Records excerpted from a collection
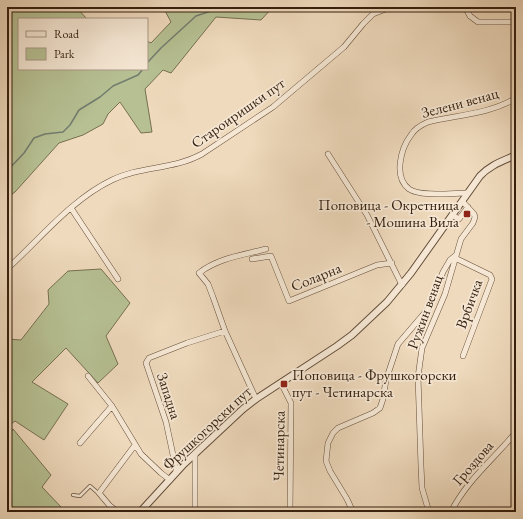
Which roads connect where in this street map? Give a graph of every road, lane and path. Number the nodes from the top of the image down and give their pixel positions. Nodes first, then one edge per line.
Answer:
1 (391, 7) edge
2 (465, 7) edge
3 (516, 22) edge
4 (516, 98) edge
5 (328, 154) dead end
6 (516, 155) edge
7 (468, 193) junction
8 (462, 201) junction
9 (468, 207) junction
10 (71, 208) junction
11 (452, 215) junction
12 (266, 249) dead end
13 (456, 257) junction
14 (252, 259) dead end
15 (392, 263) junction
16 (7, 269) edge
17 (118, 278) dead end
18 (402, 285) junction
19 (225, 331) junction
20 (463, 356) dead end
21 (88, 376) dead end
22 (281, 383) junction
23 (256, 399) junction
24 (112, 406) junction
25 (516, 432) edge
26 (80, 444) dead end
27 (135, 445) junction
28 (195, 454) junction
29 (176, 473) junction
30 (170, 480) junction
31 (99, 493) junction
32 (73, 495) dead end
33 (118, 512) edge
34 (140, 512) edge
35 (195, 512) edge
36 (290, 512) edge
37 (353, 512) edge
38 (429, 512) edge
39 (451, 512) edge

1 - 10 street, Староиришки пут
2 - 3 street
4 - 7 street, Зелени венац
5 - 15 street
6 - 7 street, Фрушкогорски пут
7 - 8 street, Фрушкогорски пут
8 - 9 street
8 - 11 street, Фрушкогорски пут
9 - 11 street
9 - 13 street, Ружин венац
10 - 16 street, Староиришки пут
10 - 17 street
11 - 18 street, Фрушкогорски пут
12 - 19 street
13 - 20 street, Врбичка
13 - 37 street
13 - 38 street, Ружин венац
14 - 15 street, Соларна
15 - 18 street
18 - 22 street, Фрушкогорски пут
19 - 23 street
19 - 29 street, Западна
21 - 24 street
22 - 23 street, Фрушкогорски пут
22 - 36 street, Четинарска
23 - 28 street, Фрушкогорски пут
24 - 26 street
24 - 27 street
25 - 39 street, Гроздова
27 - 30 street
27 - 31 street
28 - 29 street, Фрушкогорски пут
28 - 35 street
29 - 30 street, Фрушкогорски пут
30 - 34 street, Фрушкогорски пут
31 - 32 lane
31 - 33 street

**BRIEF**. From the first line to the last, print the records exactly; leave out the pictures.

**SOLVED PROBLEM**.
Which roads connect where in this street map? Give a graph of every road, lane and path. Number the nodes from the top of the image down and give their pixel positions. Nodes first, then one edge per line.
Answer:
1 (391, 7) edge
2 (465, 7) edge
3 (516, 22) edge
4 (516, 98) edge
5 (328, 154) dead end
6 (516, 155) edge
7 (468, 193) junction
8 (462, 201) junction
9 (468, 207) junction
10 (71, 208) junction
11 (452, 215) junction
12 (266, 249) dead end
13 (456, 257) junction
14 (252, 259) dead end
15 (392, 263) junction
16 (7, 269) edge
17 (118, 278) dead end
18 (402, 285) junction
19 (225, 331) junction
20 (463, 356) dead end
21 (88, 376) dead end
22 (281, 383) junction
23 (256, 399) junction
24 (112, 406) junction
25 (516, 432) edge
26 (80, 444) dead end
27 (135, 445) junction
28 (195, 454) junction
29 (176, 473) junction
30 (170, 480) junction
31 (99, 493) junction
32 (73, 495) dead end
33 (118, 512) edge
34 (140, 512) edge
35 (195, 512) edge
36 (290, 512) edge
37 (353, 512) edge
38 (429, 512) edge
39 (451, 512) edge

1 - 10 street, Староиришки пут
2 - 3 street
4 - 7 street, Зелени венац
5 - 15 street
6 - 7 street, Фрушкогорски пут
7 - 8 street, Фрушкогорски пут
8 - 9 street
8 - 11 street, Фрушкогорски пут
9 - 11 street
9 - 13 street, Ружин венац
10 - 16 street, Староиришки пут
10 - 17 street
11 - 18 street, Фрушкогорски пут
12 - 19 street
13 - 20 street, Врбичка
13 - 37 street
13 - 38 street, Ружин венац
14 - 15 street, Соларна
15 - 18 street
18 - 22 street, Фрушкогорски пут
19 - 23 street
19 - 29 street, Западна
21 - 24 street
22 - 23 street, Фрушкогорски пут
22 - 36 street, Четинарска
23 - 28 street, Фрушкогорски пут
24 - 26 street
24 - 27 street
25 - 39 street, Гроздова
27 - 30 street
27 - 31 street
28 - 29 street, Фрушкогорски пут
28 - 35 street
29 - 30 street, Фрушкогорски пут
30 - 34 street, Фрушкогорски пут
31 - 32 lane
31 - 33 street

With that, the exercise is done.